**Aim of the exercise**
All entries must be repeated exactly; do not include the pictures.

*** Opening of Data ***

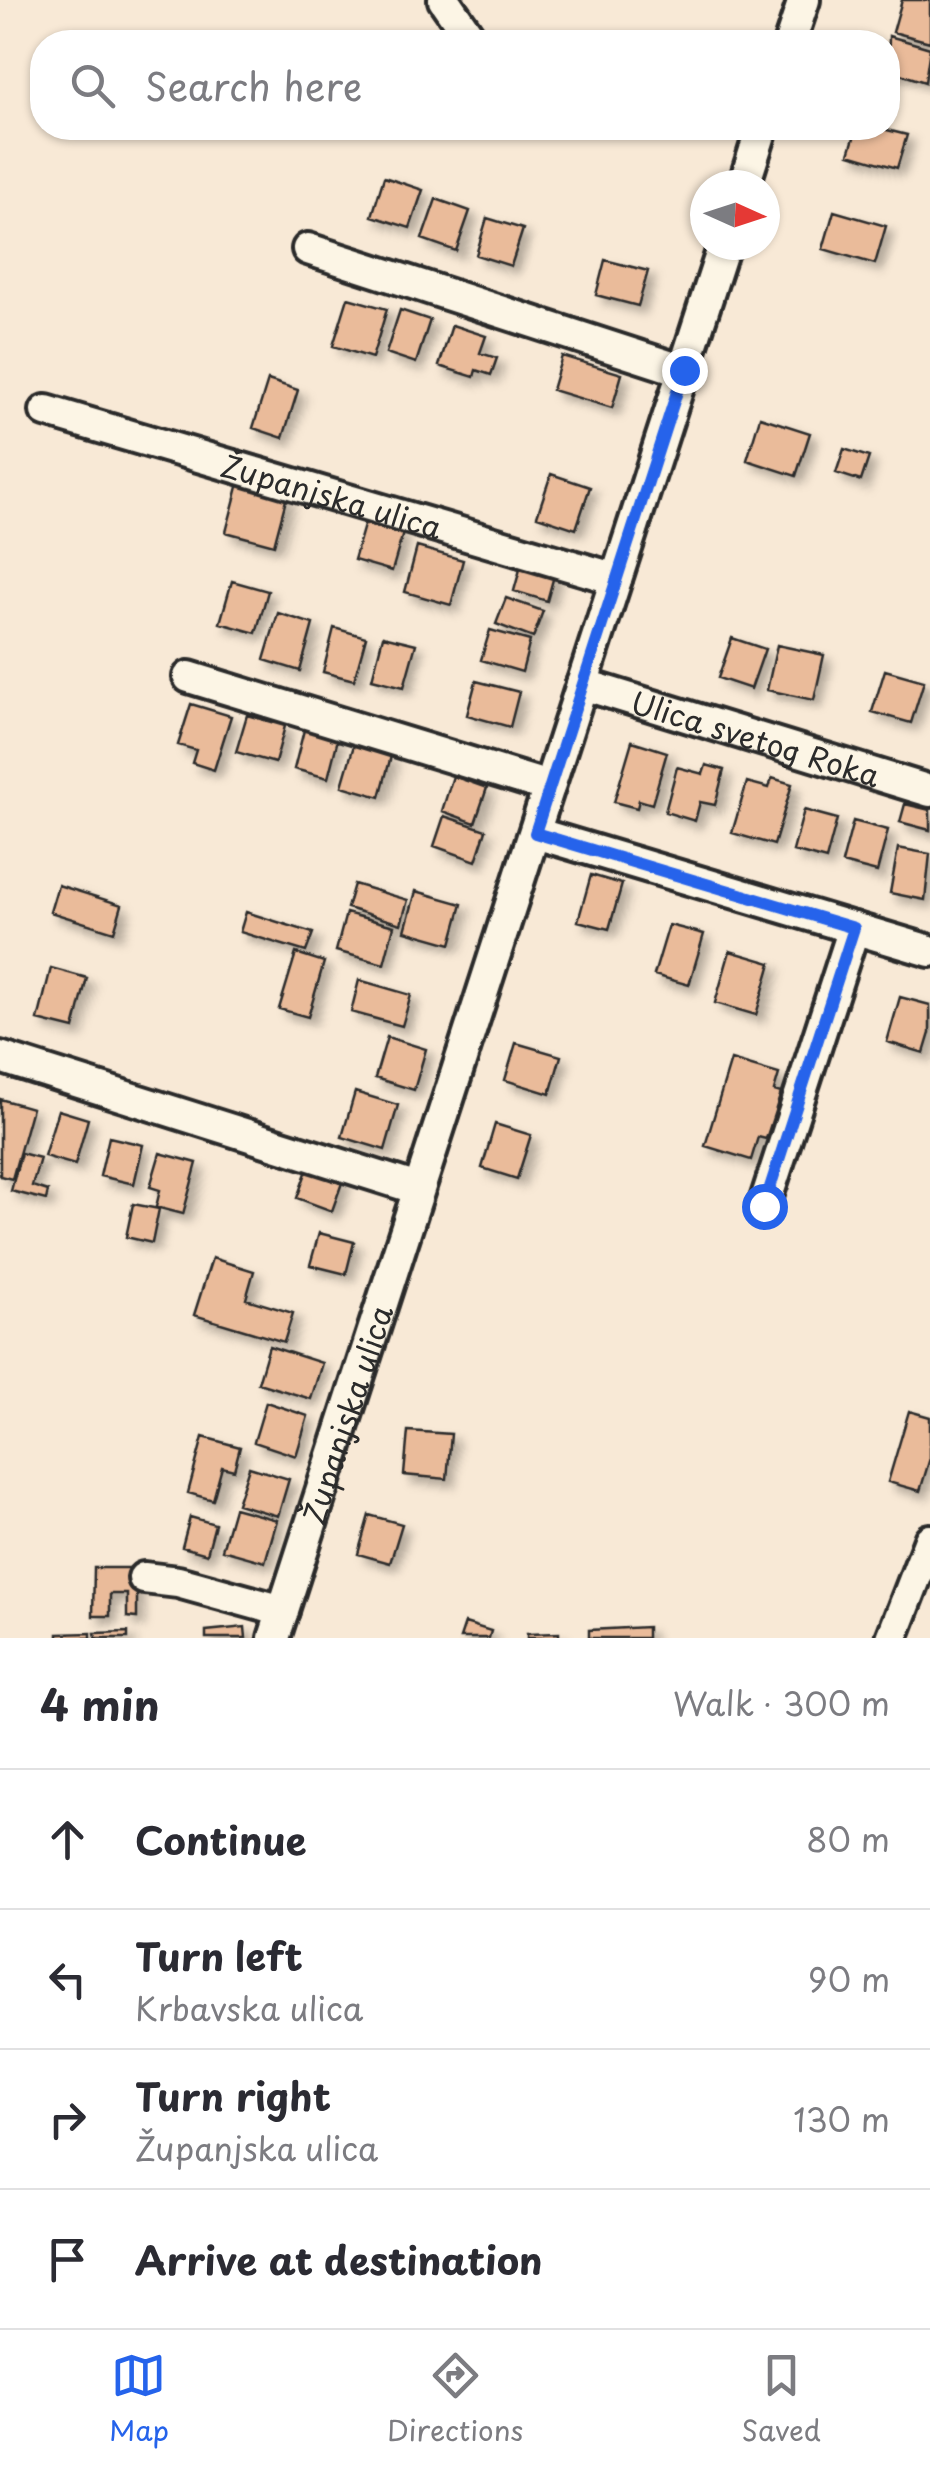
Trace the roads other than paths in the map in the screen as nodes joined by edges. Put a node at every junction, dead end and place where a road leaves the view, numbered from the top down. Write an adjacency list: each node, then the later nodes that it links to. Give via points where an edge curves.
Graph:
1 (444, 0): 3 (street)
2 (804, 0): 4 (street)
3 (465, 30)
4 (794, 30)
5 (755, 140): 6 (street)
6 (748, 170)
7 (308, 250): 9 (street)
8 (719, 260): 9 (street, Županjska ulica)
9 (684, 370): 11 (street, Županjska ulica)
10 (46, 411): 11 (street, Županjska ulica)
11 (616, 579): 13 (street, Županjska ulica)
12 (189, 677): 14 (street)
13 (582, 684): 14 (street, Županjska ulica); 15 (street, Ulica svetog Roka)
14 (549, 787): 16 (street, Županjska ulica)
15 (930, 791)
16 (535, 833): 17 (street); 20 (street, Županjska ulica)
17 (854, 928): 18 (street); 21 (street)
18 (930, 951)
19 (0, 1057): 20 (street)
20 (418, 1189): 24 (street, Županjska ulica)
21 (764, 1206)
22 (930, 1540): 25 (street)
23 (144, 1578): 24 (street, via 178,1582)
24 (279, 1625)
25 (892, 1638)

*** Close of Data ***

**The completed task**
Trace the roads other than paths in the map in the screen as nodes joined by edges. Put a node at every junction, dead end and place where a road leaves the view, numbered from the top down. Write an adjacency list: each node, then the later nodes that it links to. Give via points where an edge curves.
Graph:
1 (444, 0): 3 (street)
2 (804, 0): 4 (street)
3 (465, 30)
4 (794, 30)
5 (755, 140): 6 (street)
6 (748, 170)
7 (308, 250): 9 (street)
8 (719, 260): 9 (street, Županjska ulica)
9 (684, 370): 11 (street, Županjska ulica)
10 (46, 411): 11 (street, Županjska ulica)
11 (616, 579): 13 (street, Županjska ulica)
12 (189, 677): 14 (street)
13 (582, 684): 14 (street, Županjska ulica); 15 (street, Ulica svetog Roka)
14 (549, 787): 16 (street, Županjska ulica)
15 (930, 791)
16 (535, 833): 17 (street); 20 (street, Županjska ulica)
17 (854, 928): 18 (street); 21 (street)
18 (930, 951)
19 (0, 1057): 20 (street)
20 (418, 1189): 24 (street, Županjska ulica)
21 (764, 1206)
22 (930, 1540): 25 (street)
23 (144, 1578): 24 (street, via 178,1582)
24 (279, 1625)
25 (892, 1638)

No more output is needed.